Formatting can make a big difference. For example, in the Subversion project, we were having limited success using the bug-filtering technique described in the section called “Pre-Filtering the Bug Tracker” in Chapter 3, Technical Infrastructure. Many bogus bug reports were still being filed by inexperienced people, and each time it happened, the filer had to be educated in exactly the same way as the 500 people before him. One day, after one of our developers had finally gotten to the end of his rope and flamed some poor user who didn't read the issue tracker guidelines carefully enough, another developer decided this pattern had gone on long enough. He suggested that we reformat the issue tracker front page so that the most important part, the injunction to discuss the bug on the mailing lists or IRC channels before filing, would stand out in huge, bold red letters, on a bright yellow background, centered prominently above everything else on the page. We did so (you can see the results at http://subversion.tigris.org/project_issues.html), and the result was a noticeable drop in the rate of bogus issue filings. We still get them, of course—we always will—but the rate has slowed considerably, even as the number of users increases. The outcome is not only that the bug database contains less junk, but that those who respond to issue filings stay in a better mood, and are more likely to remain friendly when responding to one of the now-rare bogus filings. This improves both the project's image and the mental health of its volunteers.

The lesson for us was that merely writing up the guidelines was not enough. We also had to put them where they'd be seen by those who need them most, and format them in such a way that their status as introductory material would be immediately clear to people unfamiliar with the project.

Static Web pages are not the only venue for advertising the project's customs. A certain amount of interactive policing (in the friendly-reminder sense, not the handcuffs-and-jail sense) is also required. All peer review, even the commit reviews described in the section called “Practice Conspicuous Code Review” in Chapter 2, Getting Started, should include review of people's conformance or non-conformance with project norms, especially with regard to communications conventions.

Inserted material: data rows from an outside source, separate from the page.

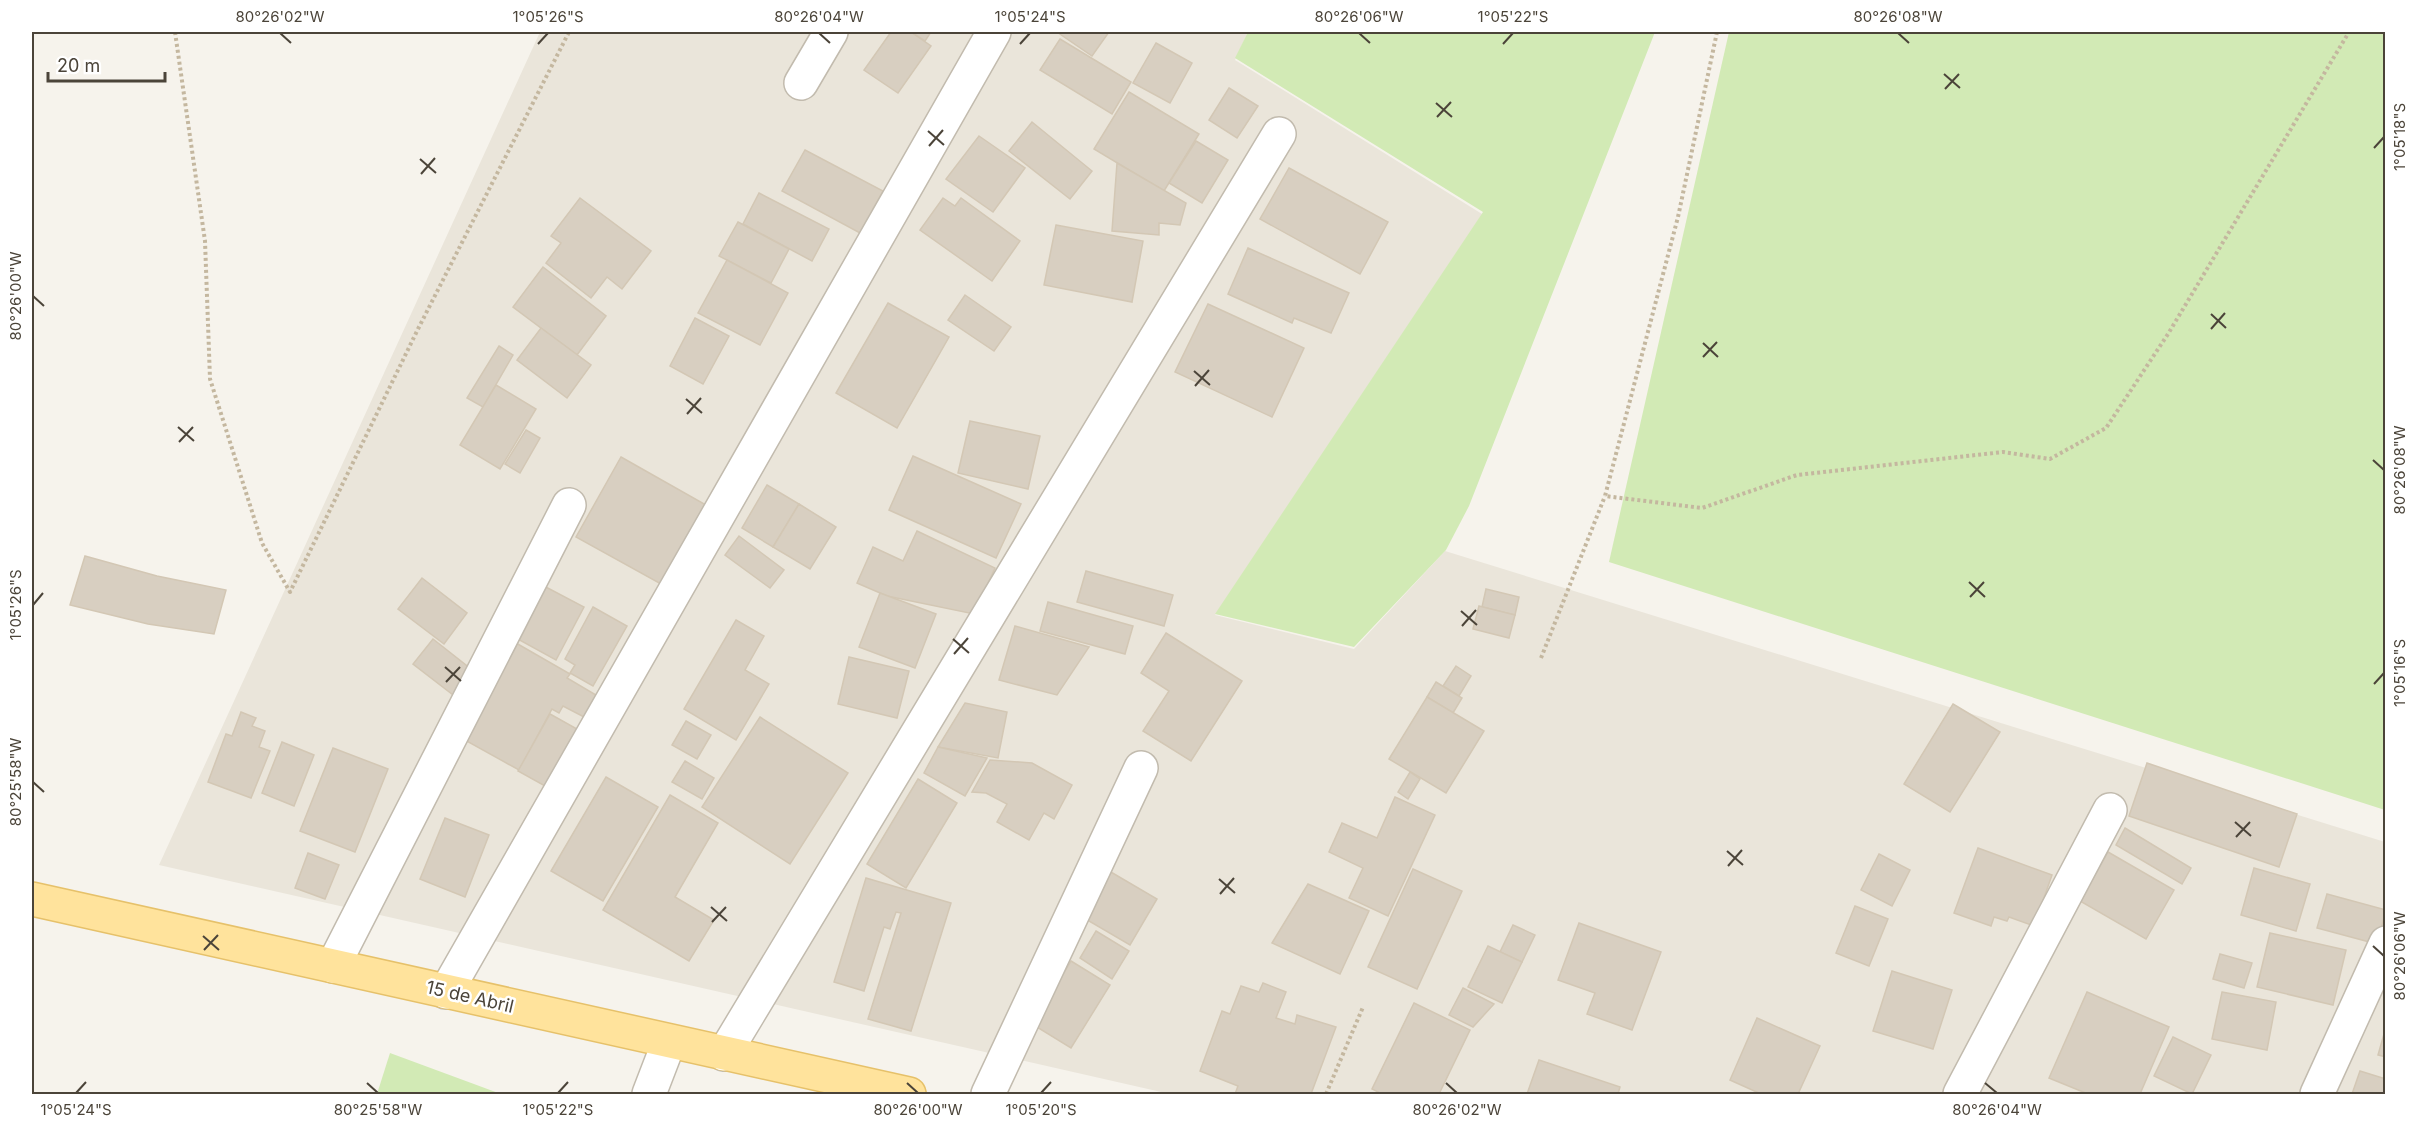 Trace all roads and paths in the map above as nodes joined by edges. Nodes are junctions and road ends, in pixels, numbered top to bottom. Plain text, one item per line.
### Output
1 (175, 32) edge
2 (569, 32) edge
3 (831, 32) edge
4 (994, 32) edge
5 (1717, 32) edge
6 (2349, 32) edge
7 (801, 83) dead end
8 (1279, 134) dead end
9 (1605, 496) junction
10 (569, 505) dead end
11 (1541, 658) dead end
12 (1141, 768) dead end
13 (2110, 810) dead end
14 (32, 899) edge
15 (2385, 943) edge
16 (333, 966) junction
17 (446, 992) junction
18 (1363, 1007) dead end
19 (669, 1042) junction
20 (724, 1054) junction
21 (649, 1095) edge
22 (909, 1095) edge
23 (988, 1095) edge
24 (1326, 1095) edge
25 (1960, 1095) edge
26 (2317, 1095) edge

1 - 2 path
3 - 7 street
4 - 17 street
5 - 9 path
6 - 9 path
8 - 20 street
9 - 11 path
10 - 16 street
12 - 23 street
13 - 25 street
14 - 16 main road, 15 de Abril
15 - 26 street
16 - 17 main road, 15 de Abril
17 - 19 main road, 15 de Abril
18 - 24 path
19 - 20 main road, 15 de Abril
19 - 21 street
20 - 22 main road, 15 de Abril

Another example from the Subversion project: we settled on a convention of "r12908" to mean "revision 12908 in the version control repository." The lower-case "r" prefix is easy to type, and because it's half the height of the digits, it makes an easily-recognizable block of text when combined with the digits. Of course, settling on the convention doesn't mean that everyone will begin using it consistently right away. Thus, when a commit mail comes in with a log message like this:

------------------------------------------------------------------------
r12908 | qsimon | 2005-02-02 14:15:06 -0600 (Wed, 02 Feb 2005) | 4 lines
Patch from J. Random Contributor <jrcontrib@gmail.com>
* trunk/contrib/client-side/psvn/psvn.el:
 Fixed some typos from revision 12828.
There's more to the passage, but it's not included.